MAC: ENCRYPTED DISK IMAGE
If you will only be using the USB flash drive with Macs, you can use the built-in Disk Utility app to create an encrypted disk image that can be read on any Mac. You can store this encrypted disk image either on the computer itself or on a USB flash drive. See the “Create a secure disk image” section in this Apple support article for details: https://support.apple.com/kb/PH22247
An encrypted disk image allows you to also store files unencrypted on the same USB flash drive if you wanted to just have some of the data on it encrypted rather than all of it. This is useful if you have a very large USB flash drive or “full size” external hard drive. You can store music, videos, and other non-critical data unencrypted, and just keep your sentive data in the encrypted disk image.

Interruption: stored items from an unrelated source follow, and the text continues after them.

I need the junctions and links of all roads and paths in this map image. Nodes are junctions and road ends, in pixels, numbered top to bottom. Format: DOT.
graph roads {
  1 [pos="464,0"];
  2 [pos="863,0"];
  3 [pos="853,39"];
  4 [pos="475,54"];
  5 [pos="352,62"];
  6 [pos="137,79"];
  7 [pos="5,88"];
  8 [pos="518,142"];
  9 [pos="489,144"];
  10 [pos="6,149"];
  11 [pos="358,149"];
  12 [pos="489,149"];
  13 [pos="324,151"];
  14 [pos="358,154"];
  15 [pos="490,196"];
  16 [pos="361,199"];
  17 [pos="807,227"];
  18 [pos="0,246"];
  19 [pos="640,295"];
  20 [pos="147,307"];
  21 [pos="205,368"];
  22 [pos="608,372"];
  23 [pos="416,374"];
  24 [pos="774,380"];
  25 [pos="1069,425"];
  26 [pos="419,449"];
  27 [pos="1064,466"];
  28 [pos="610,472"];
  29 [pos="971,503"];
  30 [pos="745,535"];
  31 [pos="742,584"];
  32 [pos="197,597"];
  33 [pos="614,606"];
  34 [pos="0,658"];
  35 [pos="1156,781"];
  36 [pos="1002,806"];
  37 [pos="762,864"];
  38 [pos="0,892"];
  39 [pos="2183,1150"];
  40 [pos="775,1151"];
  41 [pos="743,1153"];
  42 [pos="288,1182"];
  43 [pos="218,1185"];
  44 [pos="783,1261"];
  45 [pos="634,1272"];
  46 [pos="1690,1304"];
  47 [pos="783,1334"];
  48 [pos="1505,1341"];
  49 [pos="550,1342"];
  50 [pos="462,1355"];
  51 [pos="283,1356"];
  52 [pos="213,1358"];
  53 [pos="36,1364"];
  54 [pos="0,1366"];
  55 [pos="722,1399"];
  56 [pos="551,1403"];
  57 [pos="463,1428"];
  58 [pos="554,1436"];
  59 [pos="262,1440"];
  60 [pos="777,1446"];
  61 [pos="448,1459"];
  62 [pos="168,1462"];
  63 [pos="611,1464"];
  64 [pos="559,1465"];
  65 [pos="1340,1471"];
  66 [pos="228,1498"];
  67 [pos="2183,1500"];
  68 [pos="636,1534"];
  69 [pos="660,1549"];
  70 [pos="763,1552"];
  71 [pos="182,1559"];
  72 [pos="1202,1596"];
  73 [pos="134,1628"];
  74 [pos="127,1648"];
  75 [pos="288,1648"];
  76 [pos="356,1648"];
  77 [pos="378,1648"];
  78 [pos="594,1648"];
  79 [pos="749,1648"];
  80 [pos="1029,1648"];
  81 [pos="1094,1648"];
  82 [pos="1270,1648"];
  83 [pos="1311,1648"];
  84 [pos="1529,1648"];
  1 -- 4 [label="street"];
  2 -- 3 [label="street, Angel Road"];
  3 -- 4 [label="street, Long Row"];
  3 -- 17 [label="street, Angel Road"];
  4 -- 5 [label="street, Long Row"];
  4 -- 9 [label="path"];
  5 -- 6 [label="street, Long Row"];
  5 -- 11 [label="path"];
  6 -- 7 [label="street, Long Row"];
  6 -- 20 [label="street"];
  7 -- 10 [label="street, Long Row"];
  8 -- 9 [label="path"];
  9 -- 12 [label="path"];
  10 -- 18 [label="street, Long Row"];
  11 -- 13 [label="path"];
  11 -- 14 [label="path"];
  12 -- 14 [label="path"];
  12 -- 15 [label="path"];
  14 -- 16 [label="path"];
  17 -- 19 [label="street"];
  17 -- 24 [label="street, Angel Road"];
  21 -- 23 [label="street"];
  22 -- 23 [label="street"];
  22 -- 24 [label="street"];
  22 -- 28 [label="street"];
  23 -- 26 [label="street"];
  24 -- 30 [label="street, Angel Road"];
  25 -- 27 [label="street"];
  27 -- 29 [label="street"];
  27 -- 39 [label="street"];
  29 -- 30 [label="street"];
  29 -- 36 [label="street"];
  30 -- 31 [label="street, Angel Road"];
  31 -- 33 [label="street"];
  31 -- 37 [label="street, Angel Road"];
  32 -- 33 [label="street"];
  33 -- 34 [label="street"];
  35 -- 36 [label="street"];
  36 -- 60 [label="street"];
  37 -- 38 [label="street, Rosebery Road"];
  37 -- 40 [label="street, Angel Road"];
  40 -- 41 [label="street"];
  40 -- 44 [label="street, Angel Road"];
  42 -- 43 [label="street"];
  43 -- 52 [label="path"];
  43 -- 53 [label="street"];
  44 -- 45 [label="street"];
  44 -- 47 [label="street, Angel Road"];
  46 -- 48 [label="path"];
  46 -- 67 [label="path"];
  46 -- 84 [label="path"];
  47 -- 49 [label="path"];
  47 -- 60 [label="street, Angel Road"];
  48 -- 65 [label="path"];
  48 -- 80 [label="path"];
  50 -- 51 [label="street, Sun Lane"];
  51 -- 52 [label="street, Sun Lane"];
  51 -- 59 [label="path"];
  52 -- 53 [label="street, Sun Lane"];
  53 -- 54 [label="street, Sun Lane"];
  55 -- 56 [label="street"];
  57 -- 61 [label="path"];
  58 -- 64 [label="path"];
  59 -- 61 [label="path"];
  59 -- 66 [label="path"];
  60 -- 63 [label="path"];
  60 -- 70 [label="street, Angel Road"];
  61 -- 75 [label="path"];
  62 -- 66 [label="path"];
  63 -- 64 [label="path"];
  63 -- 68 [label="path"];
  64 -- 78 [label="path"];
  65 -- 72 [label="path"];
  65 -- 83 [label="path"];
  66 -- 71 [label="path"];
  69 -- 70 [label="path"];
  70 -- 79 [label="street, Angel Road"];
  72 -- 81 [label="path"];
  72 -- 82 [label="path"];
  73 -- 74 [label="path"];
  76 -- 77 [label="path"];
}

MAC: ENCRYPT ENTIRE EXTERNAL DRIVE
Alternatively, if you did want to just use a USB flash drive and encrypt the whole thing with a password, you can also do that very easily with an existing USB flash drive you have. There is no need to buy a separate one. See the “Protect a disk with a password” from Apple: https://support.apple.com/kb/PH22246
WINDOWS: ENCRYPT ENTIRE EXTERNAL VOLUME
Windows users accomplish the same with the BitLocker feature: http://www.tomsguide.com/faq/id-2318734/encrypt-portable-hard-drive.html
Those options are all free, but to they do have the limitation that they are not cross-platform. That is, the data encrypted using the built-in features on the Mac will not be [easily] readable on Windows and vice versa. But most of us are in one camp or the other at home. 🙂
Keep up the great work!
Dave says
An alternative is the free TrueCrypt. A TrueCrypt volume can be stored anywhere (disk, USB, cloud) and is portable between Windows, Mac, and Linux. Despite TrueCrypt being abandoned by its original developers, it is secure and passes security audits.
Khad Young says
Indeed. TrueCrypt (or VeraCrypt which is based on TrueCrypt 7.1a and is actively being maintained). The downside is that it requires TrueCrypt rather than something that Just Works with no additional third-party software. Family members who may need access to the encrypted data in the event of one’s passing may not know how to use TrueCrypt. (I’m sure they could figure it out or find someone who can. It’s just one more hurdle and something to keep in mind.) It’s a great suggestion!